Manliness (or how to castrate your guest author on public radio)...
I feel about public radio the way many people describe feeling about a rival sibling. On a semi-regular basis, things are said that boil my blood and roll my eyes. But even so, the time we've spent together would likely result in a punch in the neck to anyone who tries to bash NPR.
Recently, Jayson and I were listening to a download of the the show "On Point," the topic - "Manliness."
No, really, the show was titled that, after a book of the same name. The author (a male who's last name, ironically enough, had the word "Man" in it) explained that even amid our society's gender-neutral ideals, there are traits (healthy & unhealthy) to which men are prone, and men and women being equal does not make us interchangable. Meanwhile, an arrogant, postmodern "liberated" female scholar discredited him (and his gender) relentlessly.

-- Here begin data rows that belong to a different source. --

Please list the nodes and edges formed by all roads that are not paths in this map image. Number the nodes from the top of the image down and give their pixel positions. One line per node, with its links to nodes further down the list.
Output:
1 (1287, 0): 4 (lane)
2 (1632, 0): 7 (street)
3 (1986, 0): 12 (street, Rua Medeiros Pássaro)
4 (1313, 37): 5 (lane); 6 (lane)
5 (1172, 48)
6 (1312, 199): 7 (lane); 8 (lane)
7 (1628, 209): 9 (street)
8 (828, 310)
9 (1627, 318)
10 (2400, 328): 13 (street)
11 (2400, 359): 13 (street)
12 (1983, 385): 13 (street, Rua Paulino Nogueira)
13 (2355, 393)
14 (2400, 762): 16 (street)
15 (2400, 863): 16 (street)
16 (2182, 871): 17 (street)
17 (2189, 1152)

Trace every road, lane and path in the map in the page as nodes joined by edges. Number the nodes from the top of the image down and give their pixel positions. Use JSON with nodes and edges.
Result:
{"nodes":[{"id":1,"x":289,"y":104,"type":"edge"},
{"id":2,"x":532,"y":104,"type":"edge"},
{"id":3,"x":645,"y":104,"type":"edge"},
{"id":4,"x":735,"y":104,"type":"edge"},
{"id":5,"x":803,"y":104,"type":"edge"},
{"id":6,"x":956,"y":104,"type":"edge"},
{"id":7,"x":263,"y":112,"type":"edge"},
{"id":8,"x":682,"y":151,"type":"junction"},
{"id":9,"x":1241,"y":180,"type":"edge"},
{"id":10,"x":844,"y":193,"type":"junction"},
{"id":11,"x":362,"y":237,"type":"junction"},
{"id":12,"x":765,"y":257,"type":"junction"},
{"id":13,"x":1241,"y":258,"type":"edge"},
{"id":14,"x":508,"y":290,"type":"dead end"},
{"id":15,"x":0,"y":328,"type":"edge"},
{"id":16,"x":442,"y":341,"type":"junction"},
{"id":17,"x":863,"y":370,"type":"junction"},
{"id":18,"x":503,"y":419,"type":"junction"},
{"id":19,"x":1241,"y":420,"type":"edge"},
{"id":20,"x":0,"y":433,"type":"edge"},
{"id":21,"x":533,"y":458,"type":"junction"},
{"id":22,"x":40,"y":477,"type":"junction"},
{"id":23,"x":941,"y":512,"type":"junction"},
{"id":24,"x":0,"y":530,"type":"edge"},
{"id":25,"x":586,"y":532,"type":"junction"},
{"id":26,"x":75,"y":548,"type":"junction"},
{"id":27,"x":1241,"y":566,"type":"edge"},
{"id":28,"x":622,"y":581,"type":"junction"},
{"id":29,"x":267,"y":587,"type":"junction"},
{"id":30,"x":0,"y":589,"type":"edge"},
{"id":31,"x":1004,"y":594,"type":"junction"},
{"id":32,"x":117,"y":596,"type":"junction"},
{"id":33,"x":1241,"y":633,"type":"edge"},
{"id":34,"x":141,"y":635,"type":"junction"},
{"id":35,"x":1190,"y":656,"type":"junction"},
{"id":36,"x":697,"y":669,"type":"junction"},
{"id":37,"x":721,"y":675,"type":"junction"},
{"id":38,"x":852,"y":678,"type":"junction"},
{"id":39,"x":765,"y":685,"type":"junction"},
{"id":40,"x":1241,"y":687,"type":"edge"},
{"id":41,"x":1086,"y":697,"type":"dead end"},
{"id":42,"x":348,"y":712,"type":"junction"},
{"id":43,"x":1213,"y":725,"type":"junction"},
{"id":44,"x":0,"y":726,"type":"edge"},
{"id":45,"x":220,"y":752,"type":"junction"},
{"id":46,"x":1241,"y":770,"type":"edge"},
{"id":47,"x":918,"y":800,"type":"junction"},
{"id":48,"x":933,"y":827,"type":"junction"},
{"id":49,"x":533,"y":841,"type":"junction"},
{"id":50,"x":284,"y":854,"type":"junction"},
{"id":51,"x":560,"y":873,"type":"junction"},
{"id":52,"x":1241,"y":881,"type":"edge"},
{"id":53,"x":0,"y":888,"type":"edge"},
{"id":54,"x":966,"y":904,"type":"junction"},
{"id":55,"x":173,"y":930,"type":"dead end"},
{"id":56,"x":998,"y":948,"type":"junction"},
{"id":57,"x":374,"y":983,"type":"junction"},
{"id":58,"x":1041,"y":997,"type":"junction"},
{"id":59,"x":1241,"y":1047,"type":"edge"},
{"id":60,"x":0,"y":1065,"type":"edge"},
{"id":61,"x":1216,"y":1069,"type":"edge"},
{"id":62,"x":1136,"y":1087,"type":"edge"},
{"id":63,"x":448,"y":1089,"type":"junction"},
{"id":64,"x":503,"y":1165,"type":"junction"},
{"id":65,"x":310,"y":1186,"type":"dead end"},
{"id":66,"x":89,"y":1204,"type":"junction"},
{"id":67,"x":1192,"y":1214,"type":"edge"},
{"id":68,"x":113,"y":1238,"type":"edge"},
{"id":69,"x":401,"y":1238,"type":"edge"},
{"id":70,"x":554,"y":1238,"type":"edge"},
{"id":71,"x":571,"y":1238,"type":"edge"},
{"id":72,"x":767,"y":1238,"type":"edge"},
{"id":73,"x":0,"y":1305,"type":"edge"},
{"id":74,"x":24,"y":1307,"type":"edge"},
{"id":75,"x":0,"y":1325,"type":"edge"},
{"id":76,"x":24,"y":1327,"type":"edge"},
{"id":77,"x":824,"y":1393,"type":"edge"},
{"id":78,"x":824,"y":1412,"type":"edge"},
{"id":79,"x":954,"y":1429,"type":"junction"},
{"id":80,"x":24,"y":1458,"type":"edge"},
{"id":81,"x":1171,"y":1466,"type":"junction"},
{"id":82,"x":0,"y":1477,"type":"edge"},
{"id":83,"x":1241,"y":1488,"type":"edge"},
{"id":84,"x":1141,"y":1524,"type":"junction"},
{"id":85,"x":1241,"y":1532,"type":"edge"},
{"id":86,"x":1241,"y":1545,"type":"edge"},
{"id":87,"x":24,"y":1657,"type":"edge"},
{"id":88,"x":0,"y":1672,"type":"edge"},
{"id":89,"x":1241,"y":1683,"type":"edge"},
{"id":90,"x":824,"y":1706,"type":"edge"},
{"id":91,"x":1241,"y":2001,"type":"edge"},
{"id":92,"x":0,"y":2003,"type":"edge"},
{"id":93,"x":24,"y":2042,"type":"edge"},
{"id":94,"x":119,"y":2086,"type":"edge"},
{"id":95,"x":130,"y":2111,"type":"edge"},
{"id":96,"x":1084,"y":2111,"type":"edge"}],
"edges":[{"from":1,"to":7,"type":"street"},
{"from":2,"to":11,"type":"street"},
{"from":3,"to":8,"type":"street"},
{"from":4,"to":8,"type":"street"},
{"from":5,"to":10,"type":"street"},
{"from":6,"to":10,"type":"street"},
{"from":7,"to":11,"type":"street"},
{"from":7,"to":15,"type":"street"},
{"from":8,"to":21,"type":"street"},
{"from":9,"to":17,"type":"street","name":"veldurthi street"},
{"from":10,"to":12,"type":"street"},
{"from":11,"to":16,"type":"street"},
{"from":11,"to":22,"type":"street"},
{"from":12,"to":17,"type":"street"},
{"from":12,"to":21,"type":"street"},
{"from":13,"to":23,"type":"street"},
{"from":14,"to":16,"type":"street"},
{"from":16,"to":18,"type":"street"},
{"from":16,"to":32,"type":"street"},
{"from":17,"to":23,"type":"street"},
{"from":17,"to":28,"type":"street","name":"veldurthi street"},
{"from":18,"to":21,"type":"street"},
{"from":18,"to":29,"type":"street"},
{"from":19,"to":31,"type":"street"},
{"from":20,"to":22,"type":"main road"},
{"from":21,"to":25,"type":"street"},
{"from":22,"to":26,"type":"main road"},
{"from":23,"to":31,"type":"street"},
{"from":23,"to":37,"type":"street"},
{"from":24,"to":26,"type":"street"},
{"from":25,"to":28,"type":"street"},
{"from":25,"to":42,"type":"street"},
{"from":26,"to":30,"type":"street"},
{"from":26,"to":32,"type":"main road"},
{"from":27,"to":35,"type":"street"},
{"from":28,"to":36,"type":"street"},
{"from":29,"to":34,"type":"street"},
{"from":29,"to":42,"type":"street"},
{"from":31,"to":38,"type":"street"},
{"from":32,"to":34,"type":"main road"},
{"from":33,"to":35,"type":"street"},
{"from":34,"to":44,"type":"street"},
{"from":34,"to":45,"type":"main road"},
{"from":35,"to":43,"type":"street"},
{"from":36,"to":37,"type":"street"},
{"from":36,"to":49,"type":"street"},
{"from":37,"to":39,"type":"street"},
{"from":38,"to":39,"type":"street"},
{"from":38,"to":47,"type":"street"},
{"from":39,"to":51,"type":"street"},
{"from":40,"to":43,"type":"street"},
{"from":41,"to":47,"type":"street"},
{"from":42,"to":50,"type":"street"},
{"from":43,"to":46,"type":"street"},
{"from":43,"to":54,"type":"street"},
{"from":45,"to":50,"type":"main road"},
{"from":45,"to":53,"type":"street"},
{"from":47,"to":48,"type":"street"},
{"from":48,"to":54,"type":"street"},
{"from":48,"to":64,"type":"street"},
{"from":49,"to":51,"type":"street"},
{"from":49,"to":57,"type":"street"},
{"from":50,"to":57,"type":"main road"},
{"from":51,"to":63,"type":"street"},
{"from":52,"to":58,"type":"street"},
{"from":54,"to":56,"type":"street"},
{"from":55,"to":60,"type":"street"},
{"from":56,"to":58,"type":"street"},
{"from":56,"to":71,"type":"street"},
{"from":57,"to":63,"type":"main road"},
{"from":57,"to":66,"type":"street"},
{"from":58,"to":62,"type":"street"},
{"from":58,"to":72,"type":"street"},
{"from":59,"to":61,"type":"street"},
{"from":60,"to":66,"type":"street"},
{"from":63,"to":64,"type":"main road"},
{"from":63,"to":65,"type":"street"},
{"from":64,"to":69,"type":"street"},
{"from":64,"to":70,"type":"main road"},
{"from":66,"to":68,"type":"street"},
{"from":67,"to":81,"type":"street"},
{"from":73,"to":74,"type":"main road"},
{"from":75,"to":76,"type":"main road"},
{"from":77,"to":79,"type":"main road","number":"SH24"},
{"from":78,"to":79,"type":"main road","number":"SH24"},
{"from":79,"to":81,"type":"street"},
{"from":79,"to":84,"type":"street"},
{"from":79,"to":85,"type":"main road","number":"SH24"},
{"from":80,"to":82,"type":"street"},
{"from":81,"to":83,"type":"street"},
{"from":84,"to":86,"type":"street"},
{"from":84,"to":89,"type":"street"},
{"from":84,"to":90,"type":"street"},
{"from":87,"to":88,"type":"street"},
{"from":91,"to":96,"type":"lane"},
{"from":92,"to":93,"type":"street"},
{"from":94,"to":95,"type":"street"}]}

While I have never (with the possible exception of my first 2 months of marriage) identified much with the third-wave feminist ideals, there is much to be said for the battles of my 19th-century sisters and even those in the 1960s, especially in education.
In 1869, John Stuart Mill published The Subjection of Women to demonstrate that "the legal subordination of one sex to the other is wrong...and...one of the chief hindrances to human improvement." And we ladies have come along way. But isn't there a point (especially if our definition of "subordinating" something is to "treat it as of less value or importance") where we're unmarginalizing one group to the demeaning of the other? Of course, Webster was just another dead white male...

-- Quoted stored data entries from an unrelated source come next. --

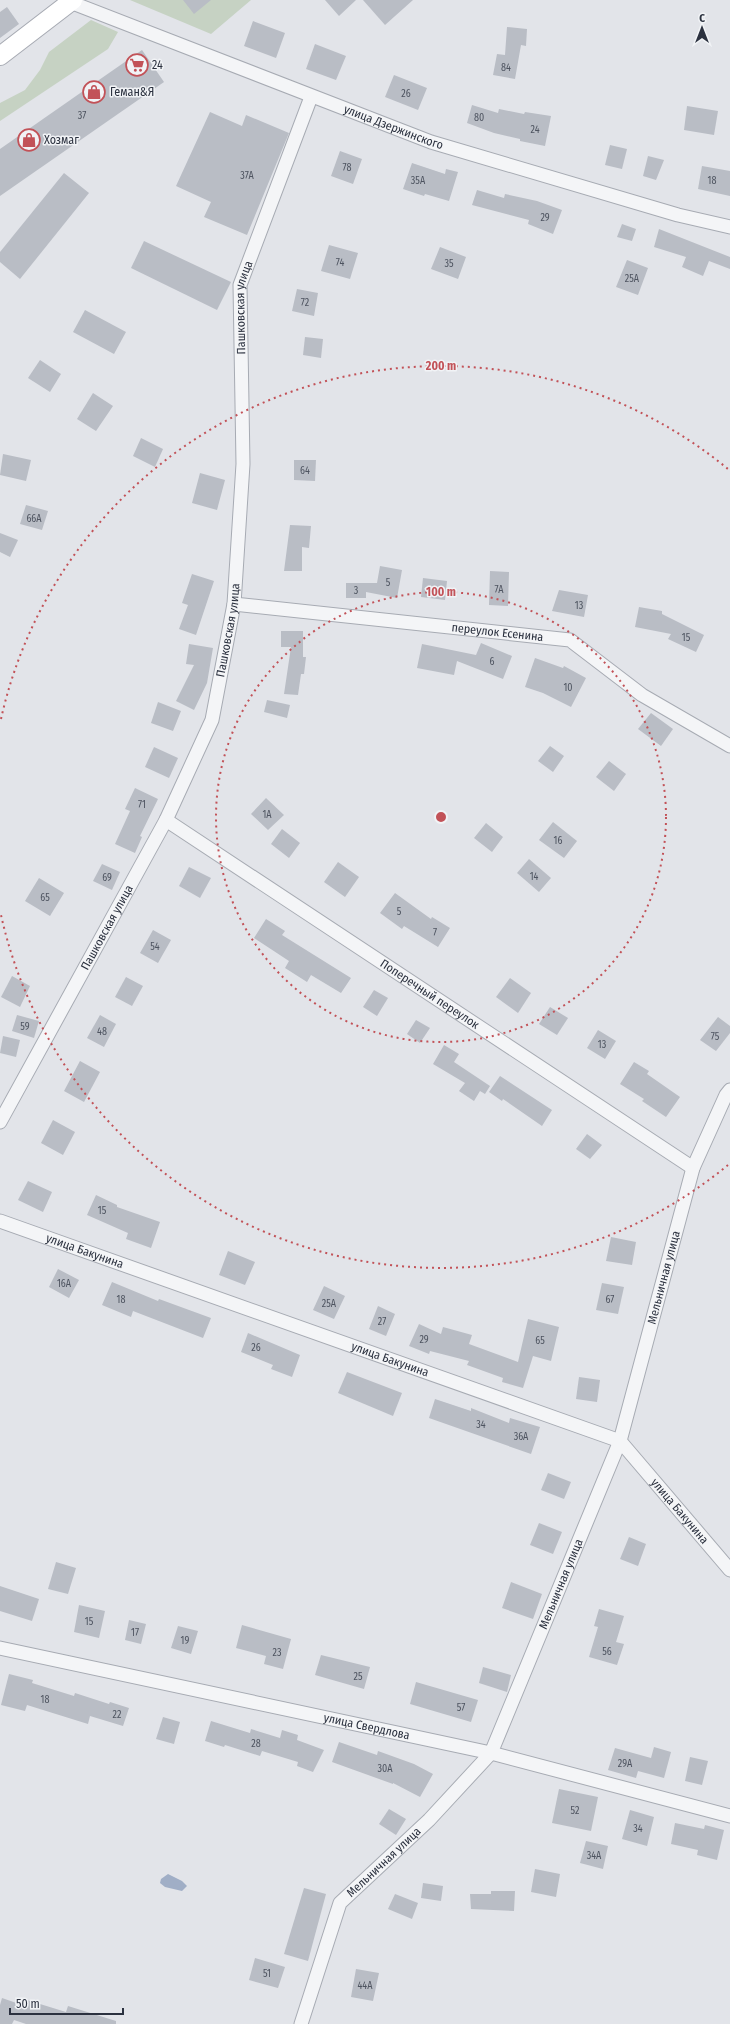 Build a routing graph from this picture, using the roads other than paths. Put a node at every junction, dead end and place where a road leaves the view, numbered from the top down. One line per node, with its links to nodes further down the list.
1 (70, 1): 2 (street); 3 (street, улица Дзержинского)
2 (0, 56)
3 (311, 97): 4 (street, улица Дзержинского); 5 (street, Пашковская улица)
4 (730, 227)
5 (234, 604): 6 (street, переулок Есенина); 7 (street, Пашковская улица)
6 (730, 746)
7 (166, 820): 9 (street, Пашковская улица); 10 (street, Поперечный переулок)
8 (730, 1090): 10 (street, Мельничная улица)
9 (0, 1122)
10 (693, 1168): 12 (street, Мельничная улица)
11 (0, 1221): 12 (street, улица Бакунина)
12 (620, 1441): 13 (street, улица Бакунина); 15 (street, Мельничная улица)
13 (730, 1570)
14 (0, 1648): 15 (street, улица Свердлова)
15 (491, 1753): 16 (street, улица Свердлова); 17 (street, Мельничная улица)
16 (730, 1816)
17 (302, 2024) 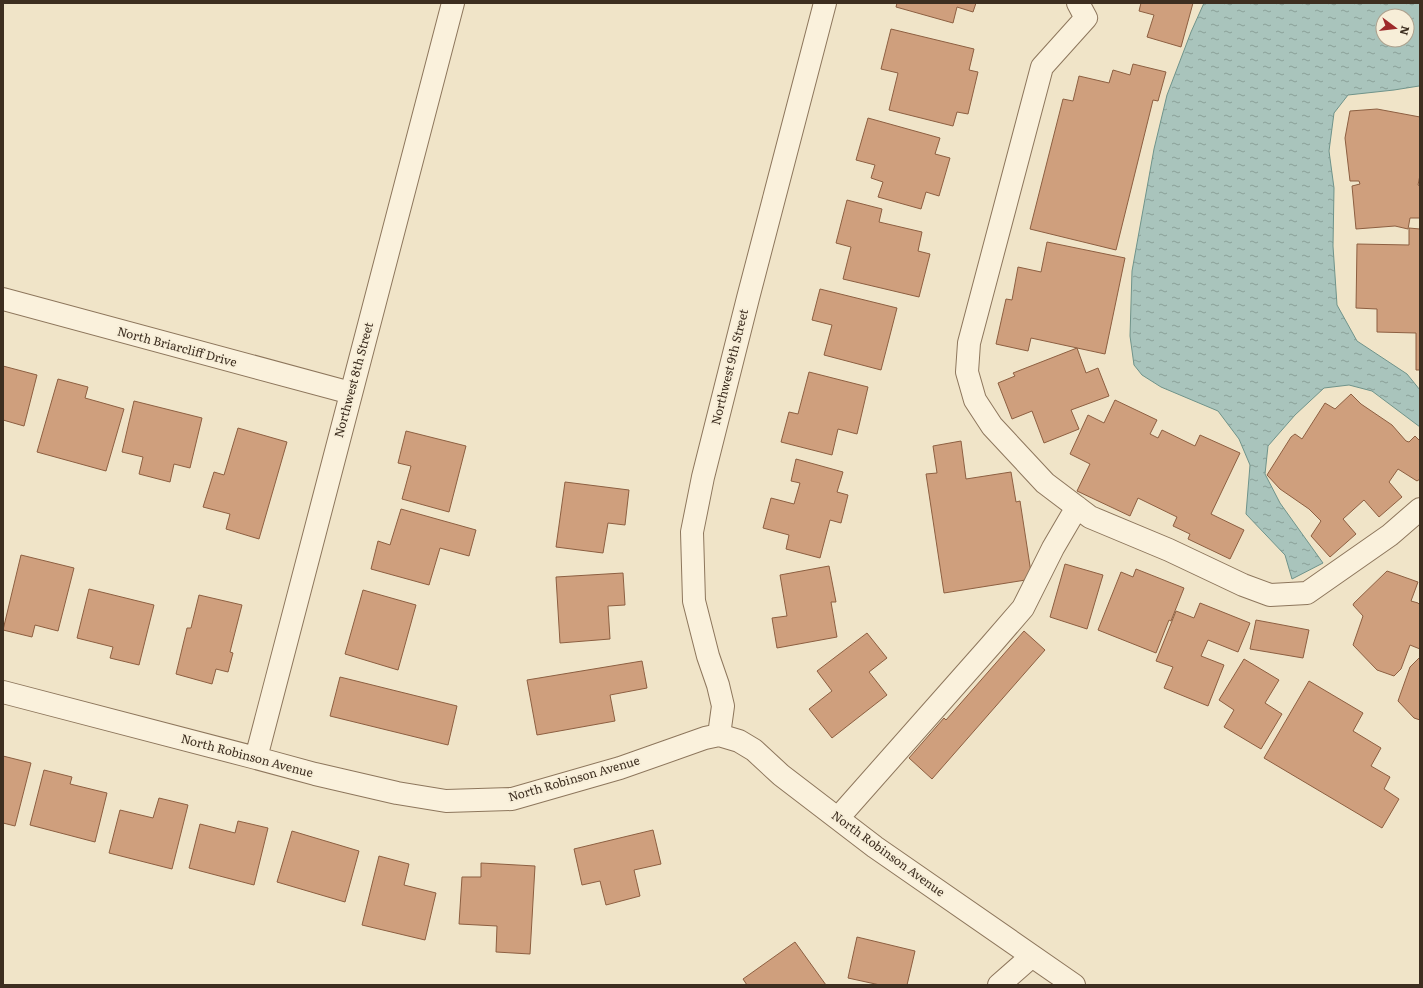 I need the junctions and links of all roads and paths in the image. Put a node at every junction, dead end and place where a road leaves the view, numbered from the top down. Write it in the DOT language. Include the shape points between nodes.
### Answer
graph roads {
  1 [pos="453,3"];
  2 [pos="825,3"];
  3 [pos="1082,10"];
  4 [pos="3,299"];
  5 [pos="351,393"];
  6 [pos="1077,508"];
  7 [pos="1417,517"];
  8 [pos="3,692"];
  9 [pos="719,735"];
  10 [pos="256,758"];
  11 [pos="838,818"];
  12 [pos="1032,956"];
  13 [pos="999,985"];
  14 [pos="1074,985"];
  1 -- 5 [label="street, Northwest 8th Street"];
  2 -- 9 [label="street, Northwest 9th Street" via="748,298 703,477 692,532 694,601 723,706"];
  3 -- 6 [label="street" via="1042,67 969,343 967,372 975,400 992,426 1045,483"];
  4 -- 5 [label="street, North Briarcliff Drive"];
  5 -- 10 [label="street, Northwest 8th Street"];
  6 -- 7 [label="street" via="1090,517 1270,595 1307,593"];
  6 -- 11 [label="street" via="1053,548 1023,608"];
  8 -- 10 [label="street, North Robinson Avenue"];
  9 -- 10 [label="street, North Robinson Avenue" via="620,768 512,799 446,801 397,793"];
  9 -- 11 [label="street, North Robinson Avenue" via="739,741 754,750 781,775"];
  11 -- 12 [label="street, North Robinson Avenue"];
  12 -- 13 [label="street"];
  12 -- 14 [label="street, North Robinson Avenue"];
}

I'm not trying to get political or advocate Mr. Manliman; by intent or slow wit, he said some pretty idiotic stuff too. It's just that in all the effort to move past "socially constructed" gender boundaries and convict this guy of chauvanism, no one seemed to notice the woman's condescending off-handed generalizations about men.
I don't know about Manliness - I find it quite elusive to define. All I know is when I let out a long weepy sigh, and Jayson looks gruff and asks "What can I beat up that's making you do that?" I like the feeling it gives me.
4 Comments:
isn't my wife amazing?
hear hear.
i missy you.
Haven't talked to you in ages and I can get caught up without you even knowing it... kinda weird how the internet has changed life.